(Dataset excerpts)
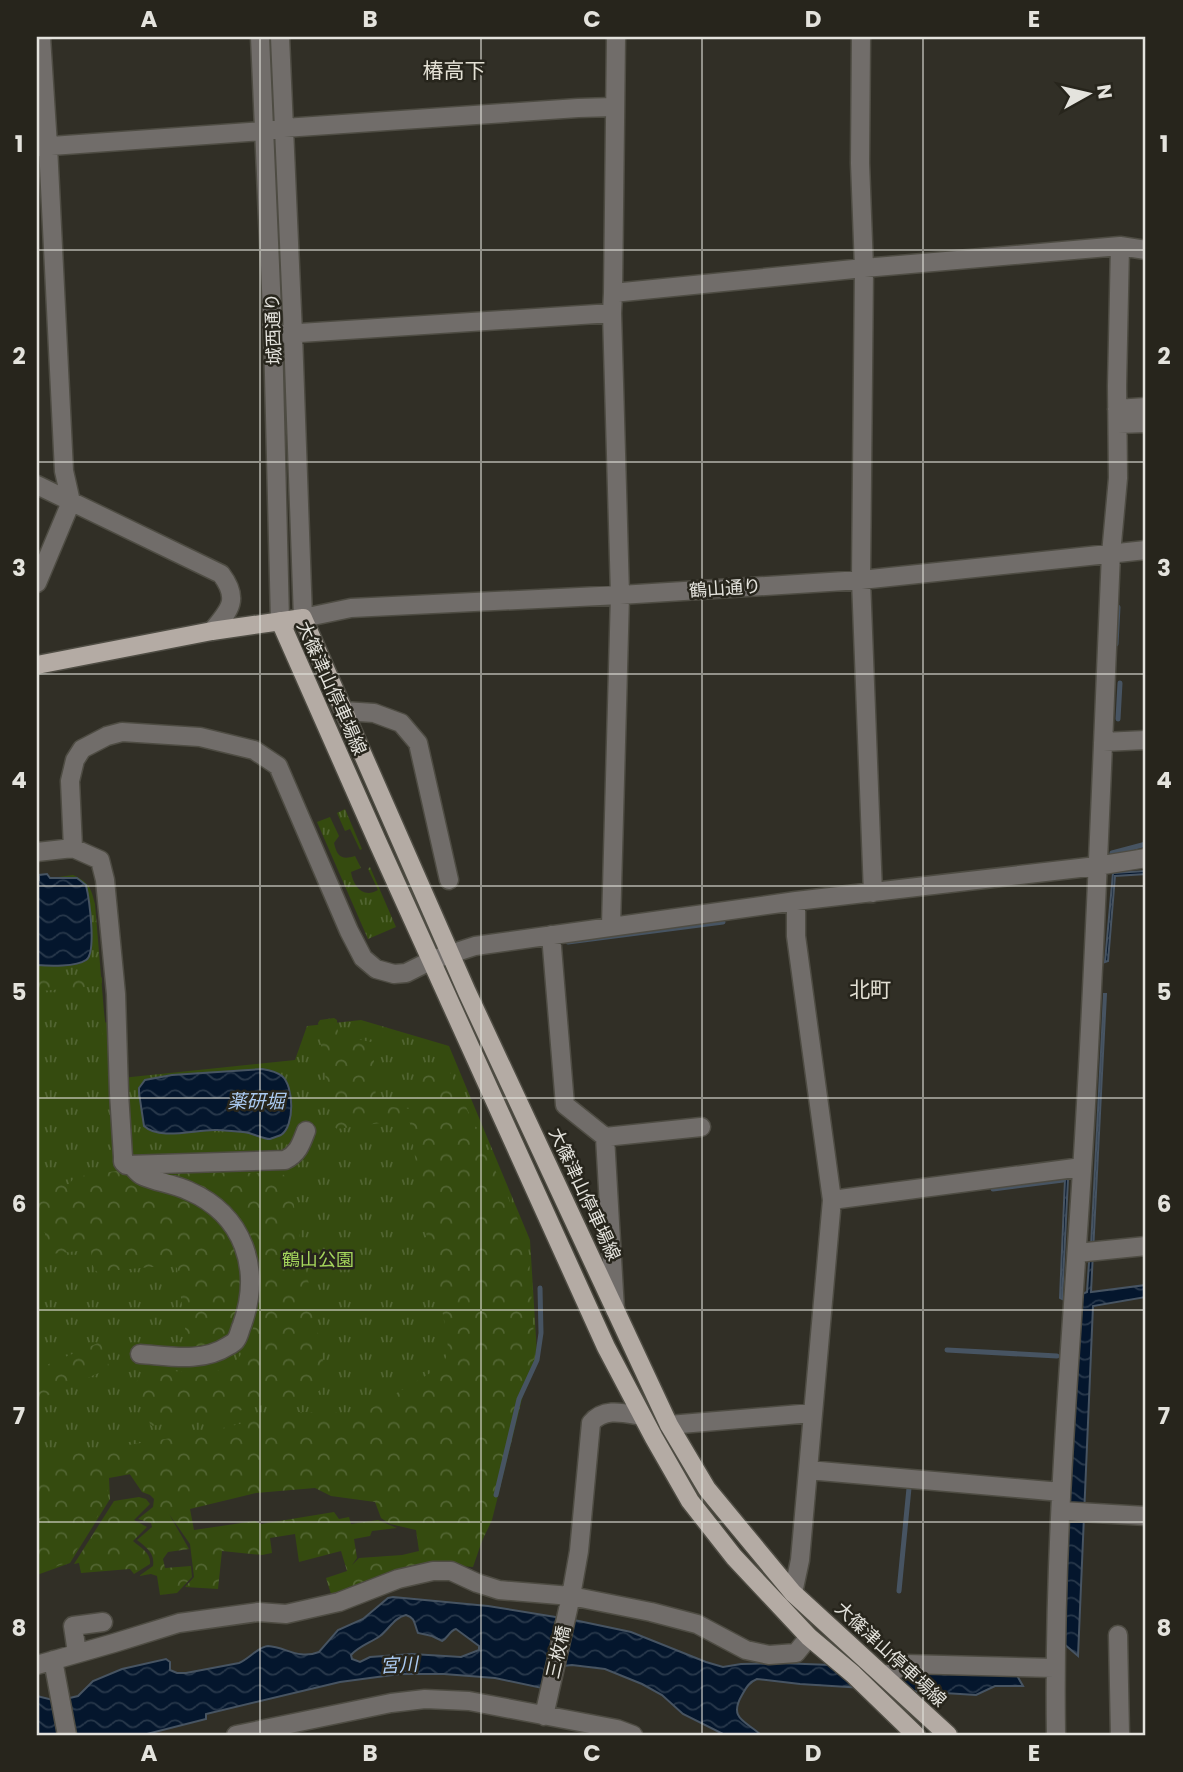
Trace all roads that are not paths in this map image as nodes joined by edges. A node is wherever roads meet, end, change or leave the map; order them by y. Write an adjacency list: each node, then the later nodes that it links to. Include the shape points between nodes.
1 (41, 37): 9 (street)
2 (260, 37): 8 (street, 城西通り)
3 (280, 37): 7 (street, 城西通り)
4 (616, 37): 6 (street)
5 (861, 37): 12 (street)
6 (614, 107): 7 (street); 13 (street)
7 (284, 128): 8 (street); 16 (street, 城西通り)
8 (264, 131): 9 (street); 15 (street, 城西通り)
9 (43, 146): 21 (street, via 64,471)
10 (1120, 246): 11 (street); 12 (street); 18 (street)
11 (1146, 250)
12 (864, 268): 13 (street); 24 (street)
13 (613, 293): 14 (street)
14 (612, 313): 16 (street); 26 (street)
15 (273, 334): 16 (street); 28 (street, 城西通り)
16 (293, 334): 27 (street, 城西通り)
17 (1146, 407): 18 (street)
18 (1117, 417): 19 (street); 23 (street, via 1118,478)
19 (1146, 423)
20 (37, 485): 21 (street)
21 (71, 502): 25 (street); 29 (street, via 221,574 230,585 232,601)
22 (1146, 550): 23 (street, 鶴山通り)
23 (1111, 554): 24 (street, 鶴山通り); 33 (street)
24 (861, 580): 26 (street, 鶴山通り); 39 (street)
25 (37, 583)
26 (620, 594): 27 (street, 鶴山通り, via 351,608); 41 (street)
27 (303, 618): 28 (main road, 大篠津山停車場線); 31 (main road, 大篠津山停車場線)
28 (280, 621): 29 (main road, 大篠津山停車場線); 44 (main road, 大篠津山停車場線)
29 (212, 631): 30 (main road, 大篠津山停車場線)
30 (37, 665)
31 (344, 711): 38 (street, via 373,713 401,723 418,743); 43 (main road, 大篠津山停車場線)
32 (1146, 740): 33 (street)
33 (1103, 742): 37 (street)
34 (73, 848): 35 (street); 44 (street, via 70,781 75,760 93,742 122,732 200,737 254,750 278,766 363,958 376,969 394,974); 48 (street, via 100,860 105,880 116,994 123,1157 126,1165)
35 (37, 852)
36 (1146, 858): 37 (street)
37 (1097, 866): 39 (street); 49 (street)
38 (449, 880)
39 (873, 893): 40 (street)
40 (796, 901): 41 (street); 50 (street, via 796,936)
41 (611, 926): 42 (street)
42 (551, 935): 43 (street); 47 (street, via 565,1105)
43 (450, 954): 44 (street); 53 (main road, 大篠津山停車場線)
44 (432, 960): 56 (main road, 大篠津山停車場線, via 606,1348)
45 (701, 1127): 47 (street)
46 (306, 1131): 48 (street, via 298,1152 285,1160)
47 (605, 1137): 53 (street)
48 (131, 1165): 54 (street, via 141,1175 206,1200 223,1214 236,1227 249,1266 250,1291 236,1341 216,1354)
49 (1082, 1167): 50 (street); 52 (street)
50 (832, 1200): 55 (street)
51 (1146, 1247): 52 (street)
52 (1077, 1253): 59 (street)
53 (615, 1310): 57 (main road, 大篠津山停車場線)
54 (140, 1354)
55 (812, 1413): 57 (street); 58 (street)
56 (642, 1416): 63 (street, 三枚橋, via 605,1412 590,1423 579,1551); 66 (main road, 大篠津山停車場線, via 690,1501 734,1557)
57 (669, 1425): 62 (main road, 大篠津山停車場線, via 707,1489)
58 (808, 1470): 59 (street); 62 (street)
59 (1061, 1492): 60 (street)
60 (1060, 1511): 61 (street); 69 (street)
61 (1146, 1516)
62 (793, 1593): 70 (main road, 大篠津山停車場線)
63 (570, 1598): 66 (street, via 697,1624 746,1650 769,1655 796,1653); 67 (street, via 499,1590 451,1571 433,1570 339,1602 286,1614 258,1612 179,1623); 71 (street, 三枚橋)
64 (103, 1622): 67 (street, via 74,1626)
65 (1118, 1635): 78 (street)
66 (809, 1637): 75 (main road, 大篠津山停車場線)
67 (76, 1653): 68 (street)
68 (48, 1663): 72 (street)
69 (1055, 1668): 70 (street, via 906,1664); 77 (street)
70 (884, 1676): 76 (main road, 大篠津山停車場線)
71 (545, 1710): 73 (street, via 425,1699); 74 (street)
72 (67, 1735)
73 (236, 1735)
74 (634, 1735)
75 (916, 1735)
76 (948, 1735)
77 (1056, 1735)
78 (1120, 1735)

HOW TO COMPLETE THIS TASK: What you return must be the entries above, exactly as they appear, without any pictures.

TASK ANSWER:
Trace all roads that are not paths in this map image as nodes joined by edges. A node is wherever roads meet, end, change or leave the map; order them by y. Write an adjacency list: each node, then the later nodes that it links to. Include the shape points between nodes.
1 (41, 37): 9 (street)
2 (260, 37): 8 (street, 城西通り)
3 (280, 37): 7 (street, 城西通り)
4 (616, 37): 6 (street)
5 (861, 37): 12 (street)
6 (614, 107): 7 (street); 13 (street)
7 (284, 128): 8 (street); 16 (street, 城西通り)
8 (264, 131): 9 (street); 15 (street, 城西通り)
9 (43, 146): 21 (street, via 64,471)
10 (1120, 246): 11 (street); 12 (street); 18 (street)
11 (1146, 250)
12 (864, 268): 13 (street); 24 (street)
13 (613, 293): 14 (street)
14 (612, 313): 16 (street); 26 (street)
15 (273, 334): 16 (street); 28 (street, 城西通り)
16 (293, 334): 27 (street, 城西通り)
17 (1146, 407): 18 (street)
18 (1117, 417): 19 (street); 23 (street, via 1118,478)
19 (1146, 423)
20 (37, 485): 21 (street)
21 (71, 502): 25 (street); 29 (street, via 221,574 230,585 232,601)
22 (1146, 550): 23 (street, 鶴山通り)
23 (1111, 554): 24 (street, 鶴山通り); 33 (street)
24 (861, 580): 26 (street, 鶴山通り); 39 (street)
25 (37, 583)
26 (620, 594): 27 (street, 鶴山通り, via 351,608); 41 (street)
27 (303, 618): 28 (main road, 大篠津山停車場線); 31 (main road, 大篠津山停車場線)
28 (280, 621): 29 (main road, 大篠津山停車場線); 44 (main road, 大篠津山停車場線)
29 (212, 631): 30 (main road, 大篠津山停車場線)
30 (37, 665)
31 (344, 711): 38 (street, via 373,713 401,723 418,743); 43 (main road, 大篠津山停車場線)
32 (1146, 740): 33 (street)
33 (1103, 742): 37 (street)
34 (73, 848): 35 (street); 44 (street, via 70,781 75,760 93,742 122,732 200,737 254,750 278,766 363,958 376,969 394,974); 48 (street, via 100,860 105,880 116,994 123,1157 126,1165)
35 (37, 852)
36 (1146, 858): 37 (street)
37 (1097, 866): 39 (street); 49 (street)
38 (449, 880)
39 (873, 893): 40 (street)
40 (796, 901): 41 (street); 50 (street, via 796,936)
41 (611, 926): 42 (street)
42 (551, 935): 43 (street); 47 (street, via 565,1105)
43 (450, 954): 44 (street); 53 (main road, 大篠津山停車場線)
44 (432, 960): 56 (main road, 大篠津山停車場線, via 606,1348)
45 (701, 1127): 47 (street)
46 (306, 1131): 48 (street, via 298,1152 285,1160)
47 (605, 1137): 53 (street)
48 (131, 1165): 54 (street, via 141,1175 206,1200 223,1214 236,1227 249,1266 250,1291 236,1341 216,1354)
49 (1082, 1167): 50 (street); 52 (street)
50 (832, 1200): 55 (street)
51 (1146, 1247): 52 (street)
52 (1077, 1253): 59 (street)
53 (615, 1310): 57 (main road, 大篠津山停車場線)
54 (140, 1354)
55 (812, 1413): 57 (street); 58 (street)
56 (642, 1416): 63 (street, 三枚橋, via 605,1412 590,1423 579,1551); 66 (main road, 大篠津山停車場線, via 690,1501 734,1557)
57 (669, 1425): 62 (main road, 大篠津山停車場線, via 707,1489)
58 (808, 1470): 59 (street); 62 (street)
59 (1061, 1492): 60 (street)
60 (1060, 1511): 61 (street); 69 (street)
61 (1146, 1516)
62 (793, 1593): 70 (main road, 大篠津山停車場線)
63 (570, 1598): 66 (street, via 697,1624 746,1650 769,1655 796,1653); 67 (street, via 499,1590 451,1571 433,1570 339,1602 286,1614 258,1612 179,1623); 71 (street, 三枚橋)
64 (103, 1622): 67 (street, via 74,1626)
65 (1118, 1635): 78 (street)
66 (809, 1637): 75 (main road, 大篠津山停車場線)
67 (76, 1653): 68 (street)
68 (48, 1663): 72 (street)
69 (1055, 1668): 70 (street, via 906,1664); 77 (street)
70 (884, 1676): 76 (main road, 大篠津山停車場線)
71 (545, 1710): 73 (street, via 425,1699); 74 (street)
72 (67, 1735)
73 (236, 1735)
74 (634, 1735)
75 (916, 1735)
76 (948, 1735)
77 (1056, 1735)
78 (1120, 1735)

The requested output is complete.